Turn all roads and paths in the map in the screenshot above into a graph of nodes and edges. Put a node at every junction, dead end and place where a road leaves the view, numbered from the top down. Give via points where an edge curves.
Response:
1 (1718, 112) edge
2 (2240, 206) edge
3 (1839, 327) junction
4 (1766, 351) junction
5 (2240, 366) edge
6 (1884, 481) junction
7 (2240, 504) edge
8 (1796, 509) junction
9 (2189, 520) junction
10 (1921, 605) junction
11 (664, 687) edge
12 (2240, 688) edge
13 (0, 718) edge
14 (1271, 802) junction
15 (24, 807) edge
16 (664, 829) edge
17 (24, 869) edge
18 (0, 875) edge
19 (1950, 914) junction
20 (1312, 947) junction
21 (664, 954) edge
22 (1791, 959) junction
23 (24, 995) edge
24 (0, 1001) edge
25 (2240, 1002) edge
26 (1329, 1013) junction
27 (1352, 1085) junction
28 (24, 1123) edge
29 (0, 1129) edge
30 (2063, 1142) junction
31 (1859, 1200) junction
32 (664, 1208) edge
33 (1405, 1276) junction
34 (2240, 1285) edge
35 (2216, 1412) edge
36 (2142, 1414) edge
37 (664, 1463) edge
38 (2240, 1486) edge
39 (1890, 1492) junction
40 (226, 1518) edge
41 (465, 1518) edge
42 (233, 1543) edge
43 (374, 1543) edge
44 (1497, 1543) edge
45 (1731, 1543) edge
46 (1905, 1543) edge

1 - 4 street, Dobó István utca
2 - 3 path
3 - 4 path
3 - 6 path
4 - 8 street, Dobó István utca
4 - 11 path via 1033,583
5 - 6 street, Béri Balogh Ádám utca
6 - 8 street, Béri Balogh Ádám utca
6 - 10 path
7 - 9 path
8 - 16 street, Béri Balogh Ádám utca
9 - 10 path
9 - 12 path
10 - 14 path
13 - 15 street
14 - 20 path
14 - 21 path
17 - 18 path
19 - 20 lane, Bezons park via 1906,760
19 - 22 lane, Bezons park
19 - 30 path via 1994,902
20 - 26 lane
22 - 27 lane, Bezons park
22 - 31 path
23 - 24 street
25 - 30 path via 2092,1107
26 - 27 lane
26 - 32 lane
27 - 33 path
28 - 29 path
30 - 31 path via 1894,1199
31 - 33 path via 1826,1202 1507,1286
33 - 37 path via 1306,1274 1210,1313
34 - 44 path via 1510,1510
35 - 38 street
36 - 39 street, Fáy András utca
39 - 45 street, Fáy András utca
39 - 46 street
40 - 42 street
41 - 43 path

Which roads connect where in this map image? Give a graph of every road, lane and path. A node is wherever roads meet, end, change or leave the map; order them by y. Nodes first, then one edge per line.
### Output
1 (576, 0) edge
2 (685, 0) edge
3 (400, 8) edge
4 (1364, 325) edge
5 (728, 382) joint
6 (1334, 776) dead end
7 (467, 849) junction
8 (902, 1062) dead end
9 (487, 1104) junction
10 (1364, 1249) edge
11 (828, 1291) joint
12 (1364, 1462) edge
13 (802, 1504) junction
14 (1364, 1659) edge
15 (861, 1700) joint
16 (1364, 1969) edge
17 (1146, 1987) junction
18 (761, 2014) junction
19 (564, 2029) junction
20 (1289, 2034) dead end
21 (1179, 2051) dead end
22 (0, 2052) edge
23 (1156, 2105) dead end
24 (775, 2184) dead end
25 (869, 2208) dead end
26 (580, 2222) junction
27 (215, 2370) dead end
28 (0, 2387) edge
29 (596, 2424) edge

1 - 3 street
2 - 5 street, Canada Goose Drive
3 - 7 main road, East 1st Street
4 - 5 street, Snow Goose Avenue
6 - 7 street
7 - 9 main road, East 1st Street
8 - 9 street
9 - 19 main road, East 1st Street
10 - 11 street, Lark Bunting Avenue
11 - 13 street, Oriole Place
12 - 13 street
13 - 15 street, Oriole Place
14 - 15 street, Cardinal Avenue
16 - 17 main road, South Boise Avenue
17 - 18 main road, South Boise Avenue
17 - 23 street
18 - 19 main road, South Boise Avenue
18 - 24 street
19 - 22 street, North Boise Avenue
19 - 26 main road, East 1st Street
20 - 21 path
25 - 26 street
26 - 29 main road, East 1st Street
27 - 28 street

- What is expected
Go through the listing and copy each line exactly.

- Solution to the exercise
Turn all roads and paths in the map in the screenshot above into a graph of nodes and edges. Put a node at every junction, dead end and place where a road leaves the view, numbered from the top down. Give via points where an edge curves.
Response:
1 (1718, 112) edge
2 (2240, 206) edge
3 (1839, 327) junction
4 (1766, 351) junction
5 (2240, 366) edge
6 (1884, 481) junction
7 (2240, 504) edge
8 (1796, 509) junction
9 (2189, 520) junction
10 (1921, 605) junction
11 (664, 687) edge
12 (2240, 688) edge
13 (0, 718) edge
14 (1271, 802) junction
15 (24, 807) edge
16 (664, 829) edge
17 (24, 869) edge
18 (0, 875) edge
19 (1950, 914) junction
20 (1312, 947) junction
21 (664, 954) edge
22 (1791, 959) junction
23 (24, 995) edge
24 (0, 1001) edge
25 (2240, 1002) edge
26 (1329, 1013) junction
27 (1352, 1085) junction
28 (24, 1123) edge
29 (0, 1129) edge
30 (2063, 1142) junction
31 (1859, 1200) junction
32 (664, 1208) edge
33 (1405, 1276) junction
34 (2240, 1285) edge
35 (2216, 1412) edge
36 (2142, 1414) edge
37 (664, 1463) edge
38 (2240, 1486) edge
39 (1890, 1492) junction
40 (226, 1518) edge
41 (465, 1518) edge
42 (233, 1543) edge
43 (374, 1543) edge
44 (1497, 1543) edge
45 (1731, 1543) edge
46 (1905, 1543) edge

1 - 4 street, Dobó István utca
2 - 3 path
3 - 4 path
3 - 6 path
4 - 8 street, Dobó István utca
4 - 11 path via 1033,583
5 - 6 street, Béri Balogh Ádám utca
6 - 8 street, Béri Balogh Ádám utca
6 - 10 path
7 - 9 path
8 - 16 street, Béri Balogh Ádám utca
9 - 10 path
9 - 12 path
10 - 14 path
13 - 15 street
14 - 20 path
14 - 21 path
17 - 18 path
19 - 20 lane, Bezons park via 1906,760
19 - 22 lane, Bezons park
19 - 30 path via 1994,902
20 - 26 lane
22 - 27 lane, Bezons park
22 - 31 path
23 - 24 street
25 - 30 path via 2092,1107
26 - 27 lane
26 - 32 lane
27 - 33 path
28 - 29 path
30 - 31 path via 1894,1199
31 - 33 path via 1826,1202 1507,1286
33 - 37 path via 1306,1274 1210,1313
34 - 44 path via 1510,1510
35 - 38 street
36 - 39 street, Fáy András utca
39 - 45 street, Fáy András utca
39 - 46 street
40 - 42 street
41 - 43 path

Which roads connect where in this map image? Give a graph of every road, lane and path. A node is wherever roads meet, end, change or leave the map; order them by y. Nodes first, then one edge per line.
### Output
1 (576, 0) edge
2 (685, 0) edge
3 (400, 8) edge
4 (1364, 325) edge
5 (728, 382) joint
6 (1334, 776) dead end
7 (467, 849) junction
8 (902, 1062) dead end
9 (487, 1104) junction
10 (1364, 1249) edge
11 (828, 1291) joint
12 (1364, 1462) edge
13 (802, 1504) junction
14 (1364, 1659) edge
15 (861, 1700) joint
16 (1364, 1969) edge
17 (1146, 1987) junction
18 (761, 2014) junction
19 (564, 2029) junction
20 (1289, 2034) dead end
21 (1179, 2051) dead end
22 (0, 2052) edge
23 (1156, 2105) dead end
24 (775, 2184) dead end
25 (869, 2208) dead end
26 (580, 2222) junction
27 (215, 2370) dead end
28 (0, 2387) edge
29 (596, 2424) edge

1 - 3 street
2 - 5 street, Canada Goose Drive
3 - 7 main road, East 1st Street
4 - 5 street, Snow Goose Avenue
6 - 7 street
7 - 9 main road, East 1st Street
8 - 9 street
9 - 19 main road, East 1st Street
10 - 11 street, Lark Bunting Avenue
11 - 13 street, Oriole Place
12 - 13 street
13 - 15 street, Oriole Place
14 - 15 street, Cardinal Avenue
16 - 17 main road, South Boise Avenue
17 - 18 main road, South Boise Avenue
17 - 23 street
18 - 19 main road, South Boise Avenue
18 - 24 street
19 - 22 street, North Boise Avenue
19 - 26 main road, East 1st Street
20 - 21 path
25 - 26 street
26 - 29 main road, East 1st Street
27 - 28 street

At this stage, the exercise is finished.